Exercise aim
Skip the images and copy each record exactly as written.

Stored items
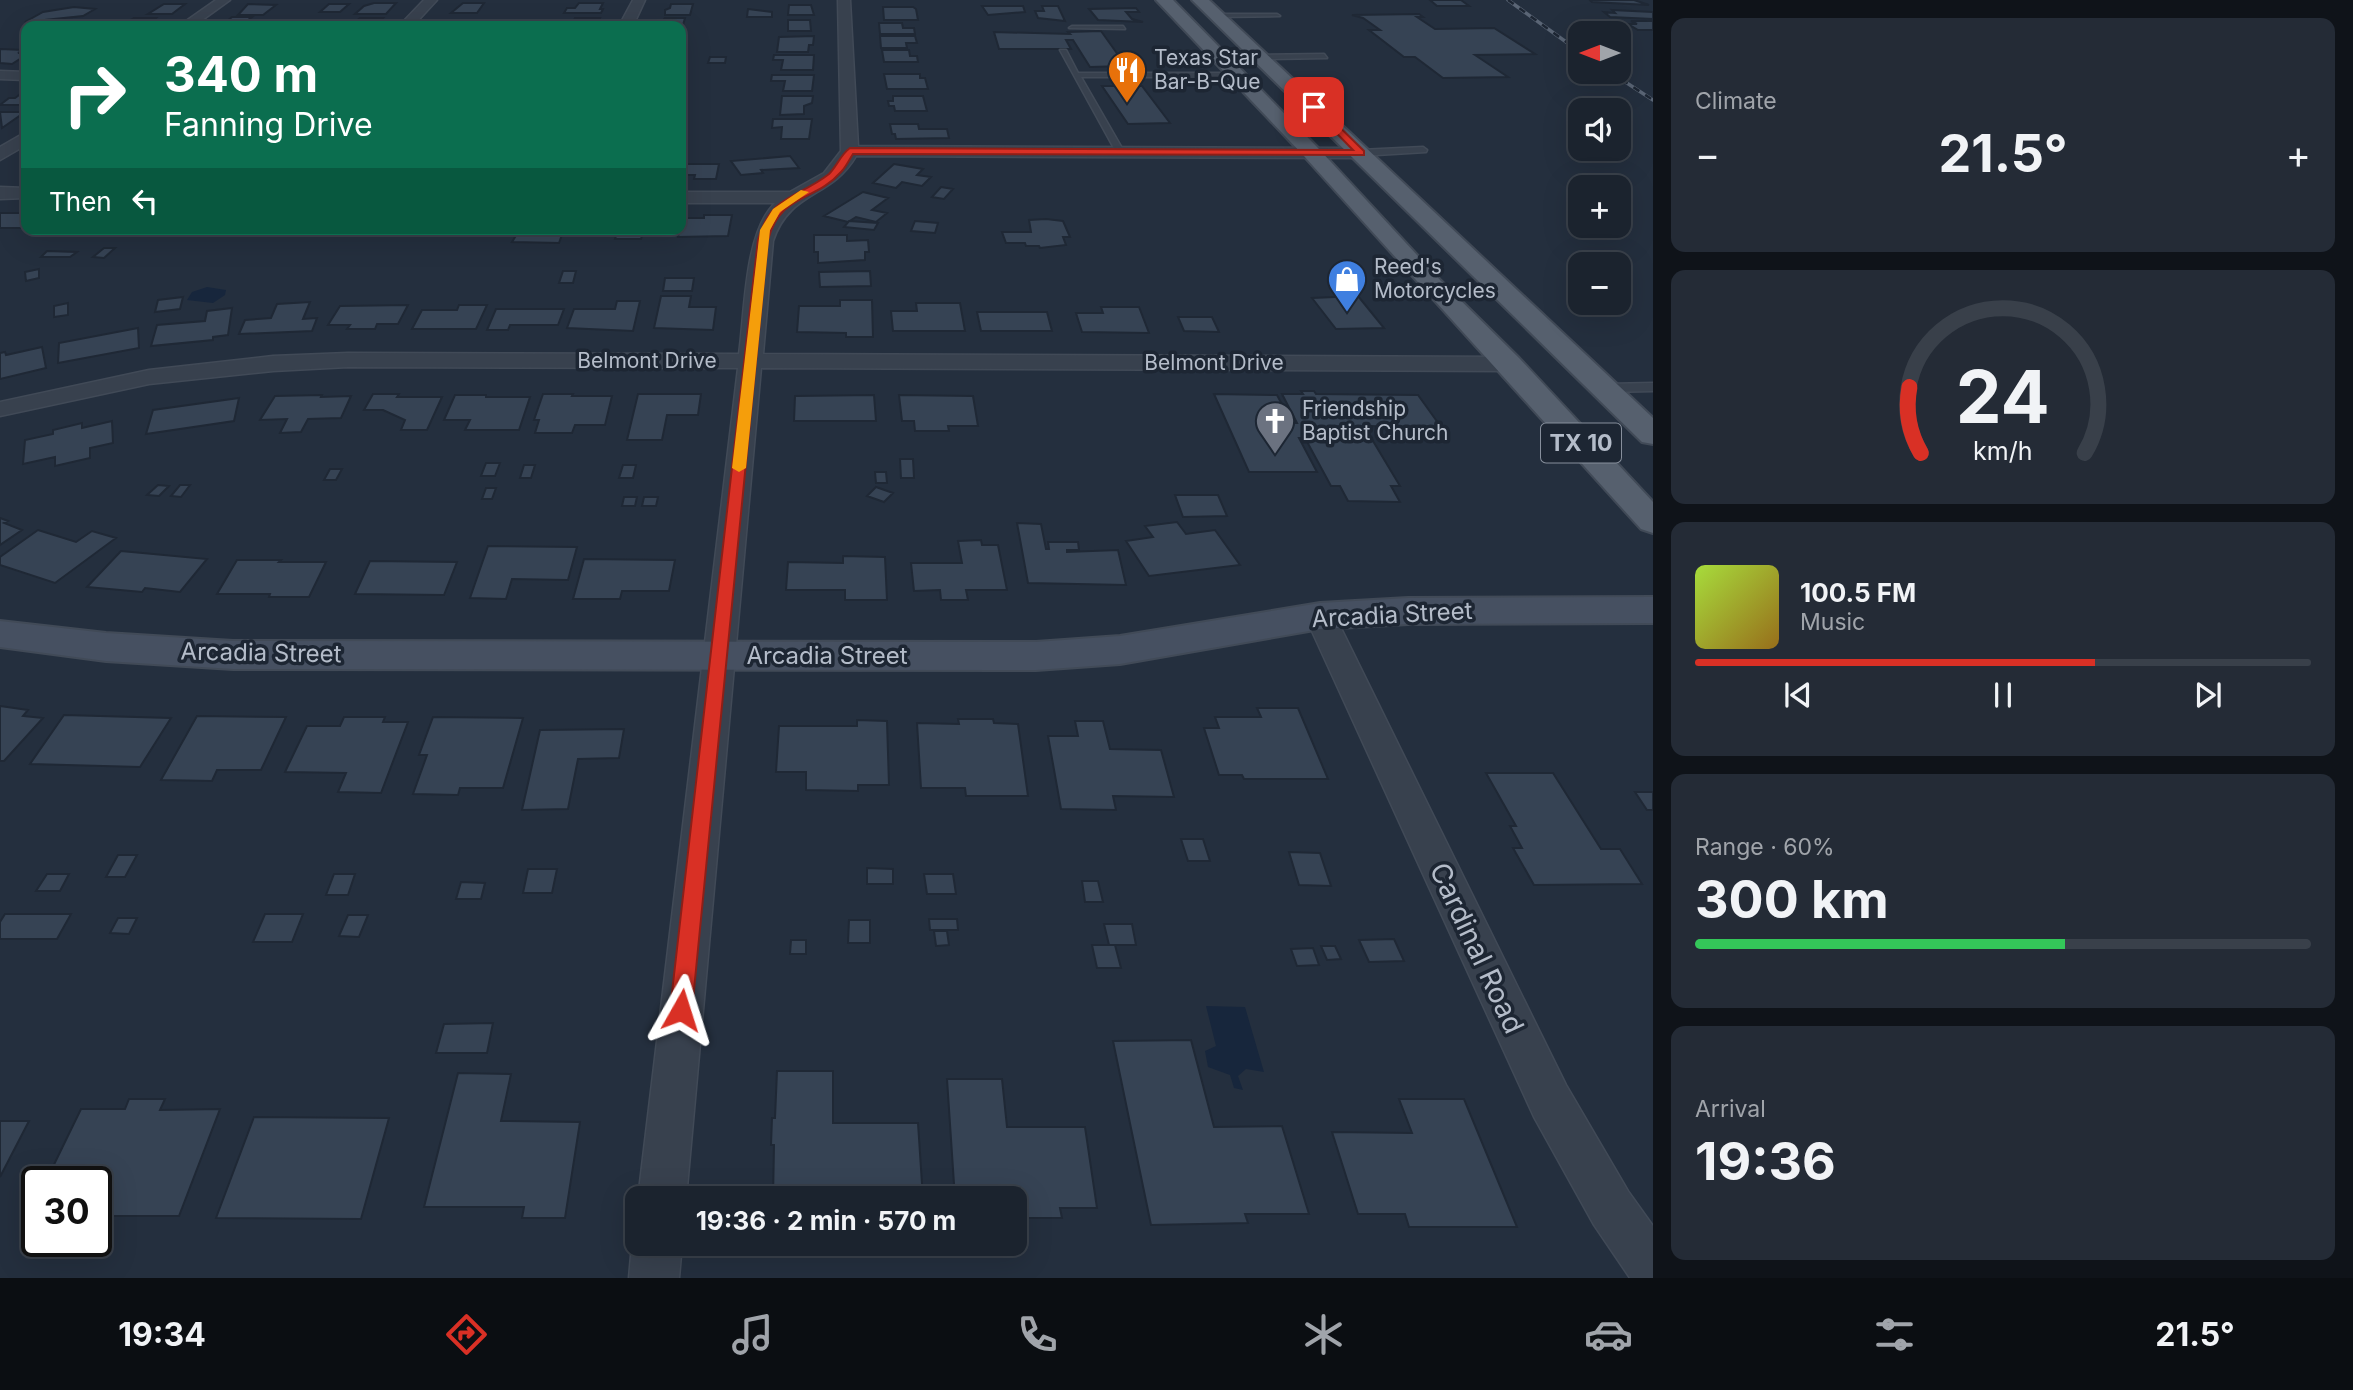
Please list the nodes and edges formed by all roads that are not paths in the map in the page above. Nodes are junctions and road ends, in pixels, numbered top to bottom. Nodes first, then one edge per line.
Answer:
1 (224, 0) edge
2 (431, 0) edge
3 (639, 0) edge
4 (844, 0) edge
5 (1164, 0) edge
6 (1200, 0) edge
7 (1218, 16) junction
8 (1277, 16) dead end
9 (193, 21) edge
10 (411, 21) edge
11 (628, 21) edge
12 (1072, 28) dead end
13 (1123, 28) dead end
14 (1062, 52) dead end
15 (1324, 56) dead end
16 (1262, 57) junction
17 (0, 75) edge
18 (1076, 75) junction
19 (1235, 75) junction
20 (21, 76) edge
21 (21, 140) edge
22 (1119, 150) junction
23 (1423, 150) dead end
24 (850, 151) junction
25 (1311, 152) junction
26 (1360, 153) junction
27 (0, 155) edge
28 (0, 193) edge
29 (21, 193) edge
30 (686, 197) edge
31 (792, 198) junction
32 (751, 361) junction
33 (1509, 365) junction
34 (1653, 387) edge
35 (1606, 388) junction
36 (0, 409) edge
37 (1653, 435) edge
38 (1653, 522) edge
39 (1653, 610) edge
40 (1320, 616) junction
41 (0, 634) edge
42 (718, 656) junction
43 (663, 1186) edge
44 (656, 1256) edge
45 (1653, 1268) edge
46 (653, 1278) edge

1 - 9 street
2 - 10 street
3 - 11 street
4 - 24 street
5 - 19 main road, TX 10
6 - 7 main road, TX 10
7 - 8 lane
7 - 16 main road, TX 10
12 - 13 lane
14 - 18 lane
15 - 16 lane
16 - 26 main road, TX 10
17 - 20 street
18 - 19 lane
18 - 22 lane
19 - 25 main road, TX 10
21 - 27 street
22 - 24 street
22 - 25 street
23 - 26 lane
24 - 31 street
25 - 26 street
25 - 33 main road, TX 10
26 - 35 main road, TX 10
28 - 29 street
30 - 31 street
31 - 32 street
32 - 33 street, Belmont Drive
32 - 36 street, Belmont Drive
32 - 42 street
33 - 38 main road, TX 10
34 - 35 lane
35 - 37 main road, TX 10
39 - 40 street, Arcadia Street
40 - 42 street, Arcadia Street
40 - 45 street, Cardinal Road
41 - 42 street, Arcadia Street
42 - 43 street
44 - 46 street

Response
Please list the nodes and edges formed by all roads that are not paths in the map in the page above. Nodes are junctions and road ends, in pixels, numbered top to bottom. Nodes first, then one edge per line.
Answer:
1 (224, 0) edge
2 (431, 0) edge
3 (639, 0) edge
4 (844, 0) edge
5 (1164, 0) edge
6 (1200, 0) edge
7 (1218, 16) junction
8 (1277, 16) dead end
9 (193, 21) edge
10 (411, 21) edge
11 (628, 21) edge
12 (1072, 28) dead end
13 (1123, 28) dead end
14 (1062, 52) dead end
15 (1324, 56) dead end
16 (1262, 57) junction
17 (0, 75) edge
18 (1076, 75) junction
19 (1235, 75) junction
20 (21, 76) edge
21 (21, 140) edge
22 (1119, 150) junction
23 (1423, 150) dead end
24 (850, 151) junction
25 (1311, 152) junction
26 (1360, 153) junction
27 (0, 155) edge
28 (0, 193) edge
29 (21, 193) edge
30 (686, 197) edge
31 (792, 198) junction
32 (751, 361) junction
33 (1509, 365) junction
34 (1653, 387) edge
35 (1606, 388) junction
36 (0, 409) edge
37 (1653, 435) edge
38 (1653, 522) edge
39 (1653, 610) edge
40 (1320, 616) junction
41 (0, 634) edge
42 (718, 656) junction
43 (663, 1186) edge
44 (656, 1256) edge
45 (1653, 1268) edge
46 (653, 1278) edge

1 - 9 street
2 - 10 street
3 - 11 street
4 - 24 street
5 - 19 main road, TX 10
6 - 7 main road, TX 10
7 - 8 lane
7 - 16 main road, TX 10
12 - 13 lane
14 - 18 lane
15 - 16 lane
16 - 26 main road, TX 10
17 - 20 street
18 - 19 lane
18 - 22 lane
19 - 25 main road, TX 10
21 - 27 street
22 - 24 street
22 - 25 street
23 - 26 lane
24 - 31 street
25 - 26 street
25 - 33 main road, TX 10
26 - 35 main road, TX 10
28 - 29 street
30 - 31 street
31 - 32 street
32 - 33 street, Belmont Drive
32 - 36 street, Belmont Drive
32 - 42 street
33 - 38 main road, TX 10
34 - 35 lane
35 - 37 main road, TX 10
39 - 40 street, Arcadia Street
40 - 42 street, Arcadia Street
40 - 45 street, Cardinal Road
41 - 42 street, Arcadia Street
42 - 43 street
44 - 46 street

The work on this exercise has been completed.